But for his anxious family and friends, there is still no guarantee that the 46-year-old superstar of motor racing will ever make it back to normal.
His family have imposed a total news blackout on the care he is receiving at his Swiss mansion home on the shores of Lake Geneva.
Yet it is known that he remains mute with "limited awareness" of his environment and is also still unable to walk.
"Progress is painfully slow," said an insider.
"There is no miracle on the horizon."
He is cared for around the clock by a 15-strong medical team advised by Professor Jean-Francois Payen who operated on his brain blood clots after his catastrophic ski accident at Meribel on December 29 2013.

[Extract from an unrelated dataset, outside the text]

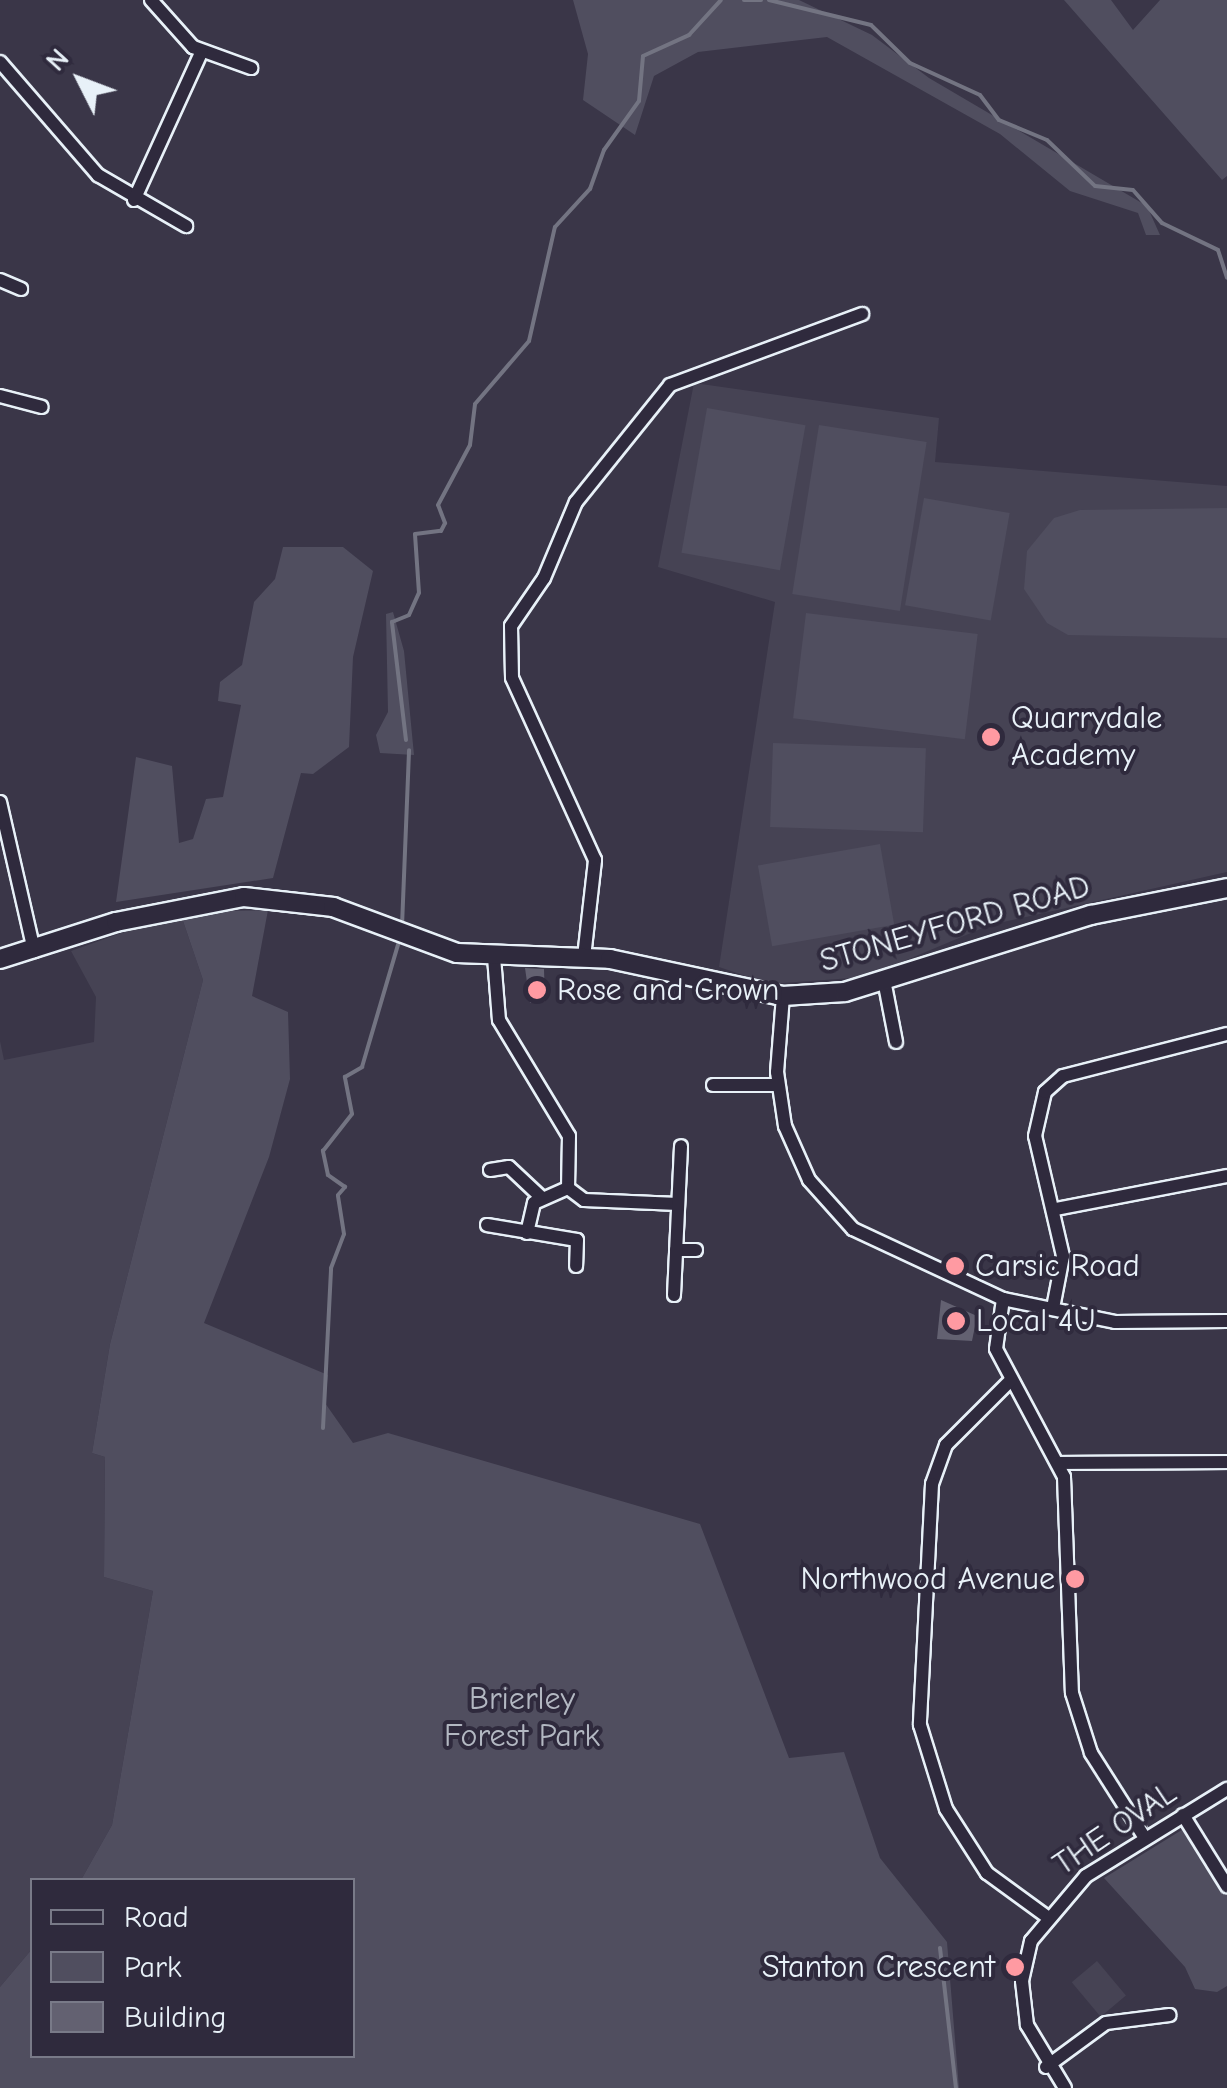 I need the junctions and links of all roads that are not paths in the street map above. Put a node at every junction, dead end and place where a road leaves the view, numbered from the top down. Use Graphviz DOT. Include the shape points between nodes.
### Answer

Professor Payen remains in constant contact with the family and medical team wherever he is in the world.
One of his main tasks is managing the expectations of wife Corinna and Schumacher children Mick, 15, and Gina-Maria, 17.
"What tortures the public is the same thing that tortures the family ? progress is slow, progress is uncertain," said Peter Hamlyn, a consultant neurological and spinal surgeon and expert in the field of head injuries in sport.

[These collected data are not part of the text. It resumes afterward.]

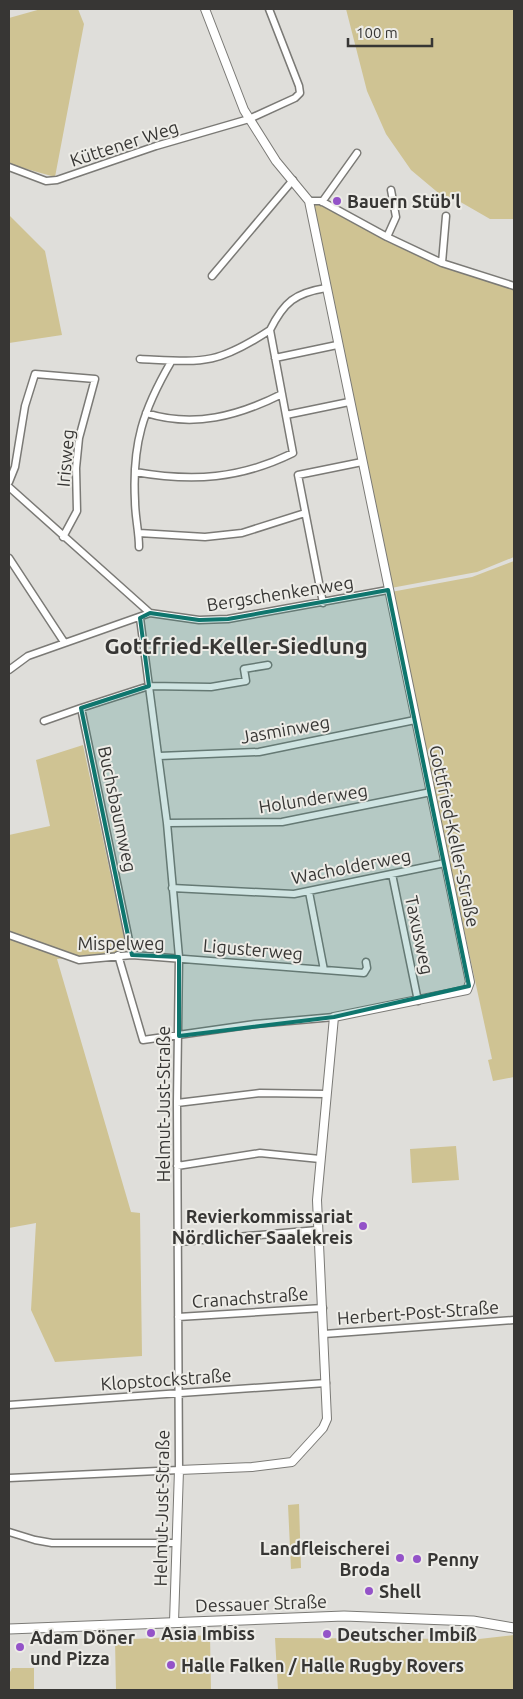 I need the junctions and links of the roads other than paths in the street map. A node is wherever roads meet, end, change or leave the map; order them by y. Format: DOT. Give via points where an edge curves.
graph roads {
  1 [pos="205,9"];
  2 [pos="269,9"];
  3 [pos="249,119"];
  4 [pos="357,153"];
  5 [pos="9,166"];
  6 [pos="293,180"];
  7 [pos="391,190"];
  8 [pos="309,201"];
  9 [pos="322,202"];
  10 [pos="446,216"];
  11 [pos="386,237"];
  12 [pos="442,263"];
  13 [pos="212,276"];
  14 [pos="514,286"];
  15 [pos="326,288"];
  16 [pos="270,330"];
  17 [pos="338,345"];
  18 [pos="275,358"];
  19 [pos="140,359"];
  20 [pos="171,362"];
  21 [pos="282,394"];
  22 [pos="349,402"];
  23 [pos="146,413"];
  24 [pos="286,415"];
  25 [pos="362,462"];
  26 [pos="135,472"];
  27 [pos="9,482"];
  28 [pos="9,487"];
  29 [pos="305,513"];
  30 [pos="139,533"];
  31 [pos="63,536"];
  32 [pos="139,547"];
  33 [pos="9,558"];
  34 [pos="388,590"];
  35 [pos="323,603"];
  36 [pos="150,614"];
  37 [pos="140,618"];
  38 [pos="64,642"];
  39 [pos="268,665"];
  40 [pos="9,670"];
  41 [pos="149,686"];
  42 [pos="81,708"];
  43 [pos="415,720"];
  44 [pos="44,721"];
  45 [pos="159,756"];
  46 [pos="431,792"];
  47 [pos="168,822"];
  48 [pos="445,863"];
  49 [pos="392,874"];
  50 [pos="172,888"];
  51 [pos="309,892"];
  52 [pos="9,935"];
  53 [pos="118,955"];
  54 [pos="132,955"];
  55 [pos="179,957"];
  56 [pos="366,962"];
  57 [pos="324,970"];
  58 [pos="418,1001"];
  59 [pos="334,1017"];
  60 [pos="179,1036"];
  61 [pos="326,1094"];
  62 [pos="177,1103"];
  63 [pos="320,1159"];
  64 [pos="177,1166"];
  65 [pos="318,1230"];
  66 [pos="179,1242"];
  67 [pos="322,1308"];
  68 [pos="178,1317"];
  69 [pos="514,1320"];
  70 [pos="324,1334"];
  71 [pos="326,1383"];
  72 [pos="179,1392"];
  73 [pos="9,1405"];
  74 [pos="179,1470"];
  75 [pos="9,1478"];
  76 [pos="9,1532"];
  77 [pos="176,1543"];
  78 [pos="174,1622"];
  79 [pos="514,1628"];
  80 [pos="9,1629"];
  1 -- 3 [label="street"];
  2 -- 3 [label="street, Küttener Weg" via="300,90 295,98"];
  3 -- 5 [label="street, Küttener Weg" via="57,180 46,181"];
  3 -- 6 [label="street" via="276,161"];
  4 -- 9 [label="street"];
  6 -- 8 [label="street"];
  6 -- 13 [label="street"];
  7 -- 11 [label="street" via="396,218"];
  8 -- 9 [label="street"];
  8 -- 15 [label="street, Gottfried-Keller-Straße"];
  9 -- 11 [label="street"];
  10 -- 12 [label="street"];
  11 -- 12 [label="street"];
  12 -- 14 [label="street"];
  15 -- 16 [label="street" via="306,291 292,299"];
  15 -- 17 [label="street, Gottfried-Keller-Straße"];
  16 -- 18 [label="street"];
  16 -- 20 [label="street" via="223,356 195,362"];
  17 -- 18 [label="street"];
  17 -- 22 [label="street, Gottfried-Keller-Straße"];
  18 -- 21 [label="street"];
  19 -- 20 [label="street"];
  20 -- 23 [label="street" via="154,391"];
  21 -- 23 [label="street" via="254,408 206,420"];
  21 -- 24 [label="street"];
  22 -- 24 [label="street"];
  22 -- 25 [label="street, Gottfried-Keller-Straße"];
  23 -- 26 [label="street" via="136,442"];
  24 -- 26 [label="street" via="293,453 272,463 209,478"];
  25 -- 29 [label="street" via="298,475"];
  25 -- 34 [label="street, Gottfried-Keller-Straße"];
  26 -- 30 [label="street"];
  27 -- 31 [label="street, Irisweg" via="35,374 95,379 79,438 77,511"];
  28 -- 31 [label="street"];
  29 -- 30 [label="street" via="233,534 205,537"];
  29 -- 35 [label="street"];
  30 -- 32 [label="street"];
  31 -- 36 [label="street"];
  33 -- 38 [label="street"];
  34 -- 35 [label="street, Bergschenkenweg"];
  34 -- 43 [label="street, Gottfried-Keller-Straße"];
  35 -- 36 [label="street, Bergschenkenweg" via="228,619 199,620"];
  36 -- 37 [label="street, Bergschenkenweg"];
  37 -- 38 [label="street, Bergschenkenweg"];
  37 -- 41 [label="street, Helmut-Just-Straße"];
  38 -- 40 [label="street, Bergschenkenweg" via="28,656"];
  39 -- 41 [label="street" via="244,669 246,681 211,687"];
  41 -- 42 [label="street"];
  41 -- 45 [label="street, Helmut-Just-Straße"];
  42 -- 44 [label="street"];
  42 -- 54 [label="street, Buchsbaumweg"];
  43 -- 45 [label="street, Jasminweg" via="259,752"];
  43 -- 46 [label="street, Gottfried-Keller-Straße"];
  45 -- 47 [label="street, Helmut-Just-Straße"];
  46 -- 47 [label="street, Holunderweg" via="282,822"];
  46 -- 48 [label="street, Gottfried-Keller-Straße"];
  47 -- 50 [label="street, Helmut-Just-Straße"];
  48 -- 49 [label="street, Wacholderweg"];
  48 -- 58 [label="street, Gottfried-Keller-Straße" via="469,986 467,990"];
  49 -- 51 [label="street, Wacholderweg"];
  49 -- 58 [label="street, Taxusweg"];
  50 -- 51 [label="street, Wacholderweg"];
  50 -- 55 [label="street, Helmut-Just-Straße"];
  51 -- 57 [label="street"];
  52 -- 53 [label="street, Mispelweg" via="71,959"];
  53 -- 54 [label="street, Mispelweg"];
  53 -- 60 [label="street, Gottfried-Keller-Straße" via="142,1038 146,1041"];
  54 -- 55 [label="street, Mispelweg"];
  55 -- 57 [label="street, Ligusterweg"];
  55 -- 60 [label="street, Helmut-Just-Straße"];
  56 -- 57 [label="street, Ligusterweg" via="364,973"];
  58 -- 59 [label="street, Gottfried-Keller-Straße"];
  59 -- 60 [label="street, Gottfried-Keller-Straße" via="255,1024"];
  59 -- 61 [label="street"];
  60 -- 62 [label="street, Helmut-Just-Straße"];
  61 -- 62 [label="street" via="260,1093"];
  61 -- 63 [label="street"];
  62 -- 64 [label="street, Helmut-Just-Straße"];
  63 -- 64 [label="street" via="254,1154"];
  63 -- 65 [label="street" via="316,1200"];
  64 -- 66 [label="street, Helmut-Just-Straße"];
  65 -- 66 [label="street"];
  65 -- 67 [label="street"];
  66 -- 68 [label="street, Helmut-Just-Straße"];
  67 -- 68 [label="street, Cranachstraße"];
  67 -- 70 [label="street"];
  68 -- 72 [label="street, Helmut-Just-Straße"];
  69 -- 70 [label="street, Herbert-Post-Straße"];
  70 -- 71 [label="street"];
  71 -- 72 [label="street, Klopstockstraße"];
  71 -- 74 [label="street" via="326,1424 292,1462"];
  72 -- 73 [label="street, Klopstockstraße"];
  72 -- 74 [label="street, Helmut-Just-Straße"];
  74 -- 75 [label="street"];
  74 -- 77 [label="street, Helmut-Just-Straße"];
  76 -- 77 [label="street" via="52,1543"];
  77 -- 78 [label="street, Helmut-Just-Straße"];
  78 -- 79 [label="main road, Dessauer Straße" via="346,1616 473,1622"];
  78 -- 80 [label="main road, Dessauer Straße"];
}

Hamlyn successfully treated brain-damaged boxer Michael Watson after being knocked down by fellow Briton Chris Eubank in a world title fight in 1991.
"If you look at severe head injury victims who go on to make a good recovery ? and I'm not saying all do ? it will always be a story of years," he added.
"It's a rollercoaster and if Michael Schumacher's rollercoaster takes him and his family somewhere happy then they will have been to places that will have been pretty unhappy on the way there.
"But I know they will have been buoyed by all the support that has been voiced."
Professor Payen recently expressed particular admiration for Corinna saying: "She has displayed in every way an exceptional willpower. She knew the seriousness of the situation and the long road that lay before them. She looks at things very clearly and makes every effort, and gives everything, which can help to improve the condition of her husband."
Formula One legend Schumacher suffered severe head injuries while skiing off-piste with his son in the French Alps.
The accident ? which would have killed him without a helmet ? left the seven-time World Champion with brain damage and he was put in a medically-induced coma for almost six months.
Schumacher has now awoken from the coma, but a complete media-blackout around the racer's recovery means details on his condition are sparse.
His team of medical experts are treating Schumacher in a special clinic, built in the grounds of his Swiss home.
Special tents have been erected to prevent paparazzi photographing the star outside in his wheelchair.
The tailored medical facilities also has a room for the driver's father ? who has moved from Germany to be close to his son.
Each day, Schumacher is massaged for hours in an effort to stimulate muscle mass and is assessed every hour for improvements.
Paying tribute to his dear friend, Lewis Hamilton wrote to him: "Dear Michael, You are always in my prayers. Prayers of hope that you pull through this difficult time."
Jenson Button said: "When I think of Michael Schumacher I think of two things.
"The first is one of my earliest memories of being in Formula 1 driving out of the pit lane in Melbourne and seeing Michael’s red Ferrari ahead of me scattering the leaves as he drove beneath the trees at the approach to turn three.
"The second thing I think about is that familiar red car snaking about in my mirrors. Michael was such a formidable racer... relentlessly competitive. Always there for him."